Thanks to Wexboy (http://wexboy.wordpress.com/), who alerted me to this idea:
Trading at *7.5 expected earnings, the market is
discounting FBD Holdings (Irish P+C insurance) at an extremely high rate, and
not giving it the benefit of any growth prospects. This seems overly
conservative considering that it has weathered one of the greatest stress tests
of all time (the Irish financial collapse) with only two (ok 3, but the last
one was tiny) years of losses. It would appear that the only balance
sheet mistake it made was the curious direct ownership of a hotel and leisure
complex in Spain. But there was barely anyone in Ireland who didn't have
property interests in the mid 90s, so I don't hold this against them too
much. That property interest has been put into a JV, and the balance
sheet is now de risked, with no debt.
What of the earnings? Well peak after tax was €250mln pre crisis but FBD
are unlikely to get back to that level any time soon. Why? Well
their investment portfolio is now largely in cash, bunds, and high grade
corporates - the investment portfolio is earning very little even if there is
very little risk. There is an argument for moving back into Irish
government bonds, which I sympathise with, but let's assume they make no money
on their asset portfolio going forward. Also, the fact is that with property
falling greatly in value and people having far less money to buy things, there
is far less stuff in Ireland to insure.
What are we left with? Well the company earned €53mln on €281mln of
equity in the last 12 months, post tax, unlevered. And this is after a period
of unprecedented business disruption. Revenues were flattish to slightly
down, but this is to be expected for the reasons above. Going forward, I
suppose the Irish economy and asset values could deteriorate further,
but there seems to be a fair bit of that priced in.

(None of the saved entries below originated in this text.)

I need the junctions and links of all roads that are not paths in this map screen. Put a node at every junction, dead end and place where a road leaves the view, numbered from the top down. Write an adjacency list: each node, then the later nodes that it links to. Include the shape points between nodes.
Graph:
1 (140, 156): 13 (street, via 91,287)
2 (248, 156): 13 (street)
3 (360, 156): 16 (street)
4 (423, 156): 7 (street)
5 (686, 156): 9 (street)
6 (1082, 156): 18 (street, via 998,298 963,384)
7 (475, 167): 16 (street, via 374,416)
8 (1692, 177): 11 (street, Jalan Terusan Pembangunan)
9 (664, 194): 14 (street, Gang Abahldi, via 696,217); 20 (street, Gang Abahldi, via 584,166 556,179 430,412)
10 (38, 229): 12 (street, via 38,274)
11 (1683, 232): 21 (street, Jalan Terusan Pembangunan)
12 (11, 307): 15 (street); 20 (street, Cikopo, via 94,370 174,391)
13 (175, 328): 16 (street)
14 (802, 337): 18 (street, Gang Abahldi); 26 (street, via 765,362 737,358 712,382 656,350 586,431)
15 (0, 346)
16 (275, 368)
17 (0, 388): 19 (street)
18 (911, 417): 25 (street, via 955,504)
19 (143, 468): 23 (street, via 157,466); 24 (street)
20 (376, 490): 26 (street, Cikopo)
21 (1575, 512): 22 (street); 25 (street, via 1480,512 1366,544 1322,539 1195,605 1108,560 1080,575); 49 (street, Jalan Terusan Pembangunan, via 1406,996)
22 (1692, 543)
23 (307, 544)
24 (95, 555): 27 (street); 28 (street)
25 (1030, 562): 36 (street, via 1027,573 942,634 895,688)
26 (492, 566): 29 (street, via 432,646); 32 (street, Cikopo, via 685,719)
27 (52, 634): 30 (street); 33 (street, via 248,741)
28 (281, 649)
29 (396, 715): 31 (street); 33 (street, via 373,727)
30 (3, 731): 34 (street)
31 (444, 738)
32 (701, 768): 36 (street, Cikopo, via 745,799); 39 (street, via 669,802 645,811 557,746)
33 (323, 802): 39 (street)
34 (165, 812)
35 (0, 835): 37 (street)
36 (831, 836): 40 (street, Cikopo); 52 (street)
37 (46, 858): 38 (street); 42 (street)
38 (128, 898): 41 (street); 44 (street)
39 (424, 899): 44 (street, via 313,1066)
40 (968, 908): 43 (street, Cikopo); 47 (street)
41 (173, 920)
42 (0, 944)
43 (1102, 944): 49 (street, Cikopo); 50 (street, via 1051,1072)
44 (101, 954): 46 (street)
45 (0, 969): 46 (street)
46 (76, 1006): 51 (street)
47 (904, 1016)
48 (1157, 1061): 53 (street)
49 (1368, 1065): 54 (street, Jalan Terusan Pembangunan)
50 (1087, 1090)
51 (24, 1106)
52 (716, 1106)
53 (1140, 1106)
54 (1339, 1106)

What could happen on
the upside? Well this is a company that is uniquely focussed on Ireland,
in an industry where most of the competitors are subsidiaries of multi
nationals. These are multi nationals who are struggling in their home
countries, possibly retrenching, and probably not concentrating too much on
Ireland. We know how helpful an Irish focus can be, because FBD has been
growing market share for ten years. In addition, it has a competitive
advantage through its chain of rural offices, and has now launched some direct
selling internet platforms. It's loss and combined ratios are
outstanding. It really is very good at what it does and it's aiming to
pay out 50% of earnings in dividends. There are no expansion plans beyond
additional market share at the right price.
So we have an opportunity to buy a quality company that earns a high RoE, has
competitive advantages and is focussed on one country at a time when the
economy has probably troughed. That's good enough for me. I don't
need the economy to grow, or the company to seize market share, or interest
rates to go up, but this is where there is potentially significant upside.